And on what basis do you dismiss the results of actual testing that has been done to determine optimum usage scenarios for batteries? Is there any reason to assume that this testing is not just as valid and likely more valid across a wide range of usage profiles than your limited range of scenarios?

When you were working as an architect did you not base your designs on material characteristics that were derived from the laboratory testing of these materials to determine their appropriate application in the real world outside the laboratory?
No, I'm talking real world. Let's back up. Did the OP cite leaving your lithium batteries at 50% for storing your van? I suppose in a laboratory that may have the effect of optimum life for lithium batteries. Have you taken or practiced your own advice with lithium batteries you are advocating?

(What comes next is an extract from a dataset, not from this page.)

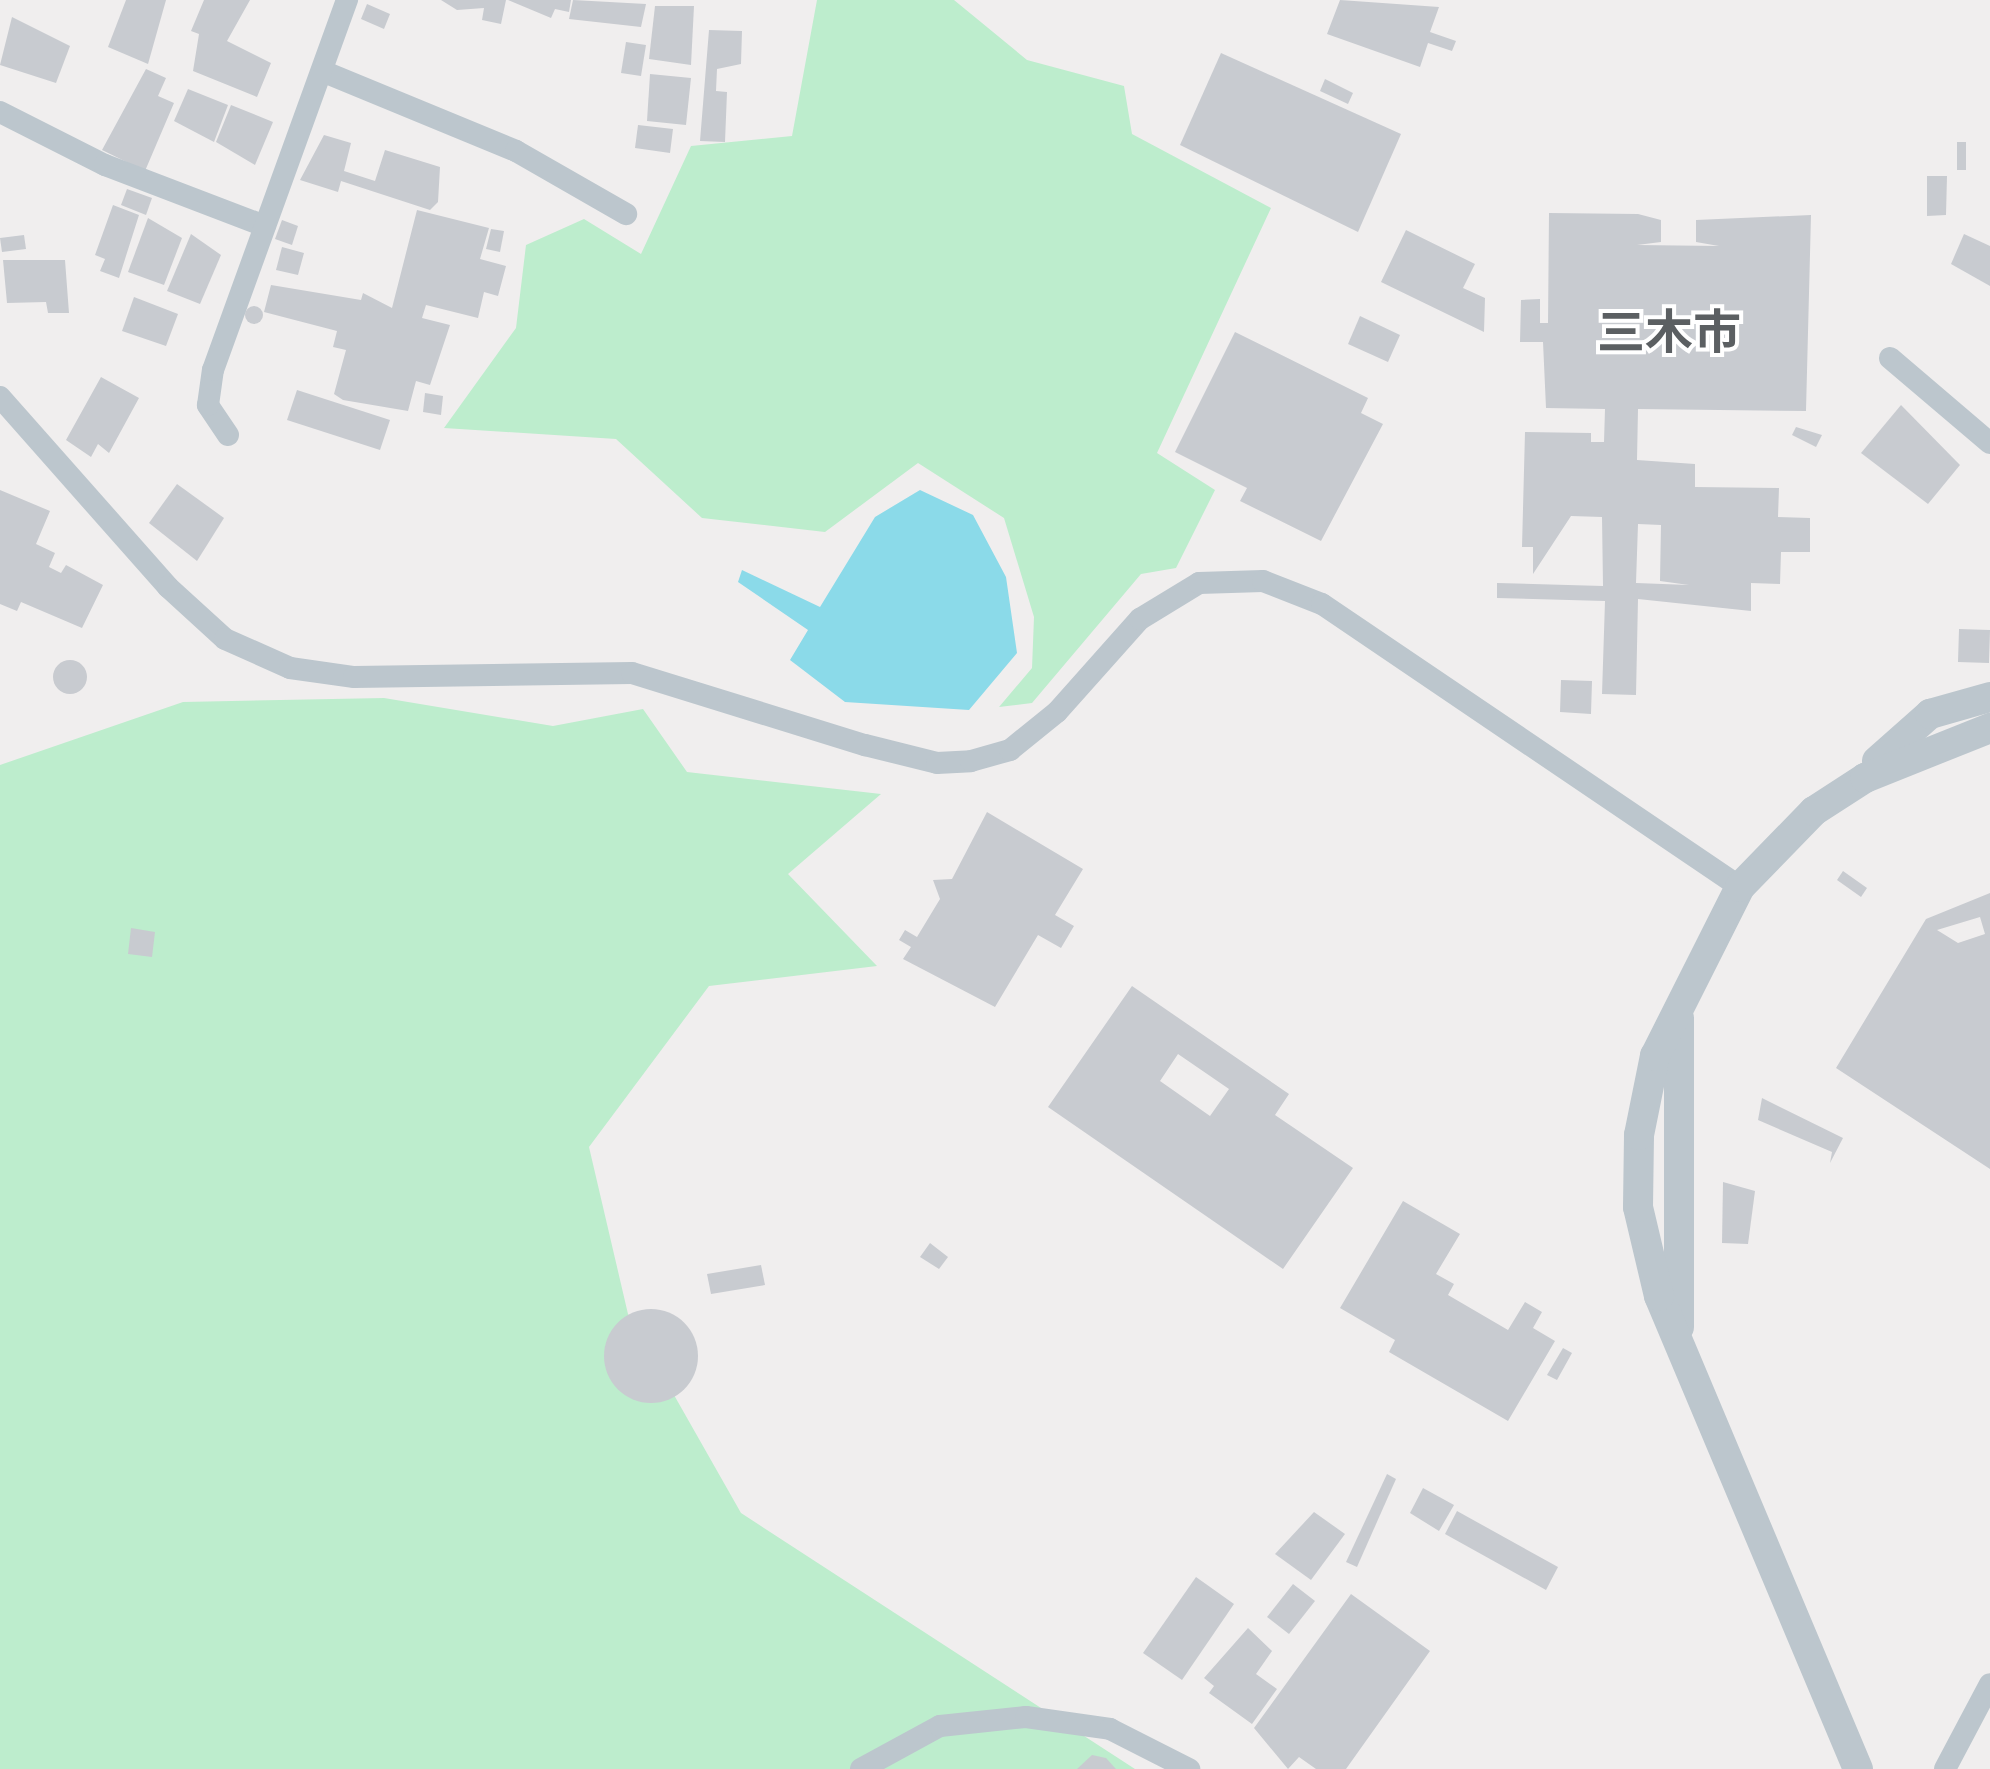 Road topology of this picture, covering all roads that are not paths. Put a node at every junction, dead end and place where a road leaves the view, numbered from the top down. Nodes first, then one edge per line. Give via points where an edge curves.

Now let's talk real world. Can you cite any upfitter that doesn't allow you to charge lithium batteries over 90-100%? Does anyone think they can keep batteries under 50% charged while driving and using a van? Are you advocating using only 30% of your lithium battery capacity? That is assuming most upfitters have the good sense of shutting down lithium batteries at 20% as Advanced RV does. Did I not say lithium battery storage with disconnecting them could be fully charged and that it is usually a once a year winter storage of assumed about 5 months duration? Is that so onerous considering when you use your van you are routinely fully charging your batteries? Do you think fully charging in this situation might be more prudent than starting out with a 50% charge that could reach depletion?

I believe that is common sense, and of course, real world practical experience.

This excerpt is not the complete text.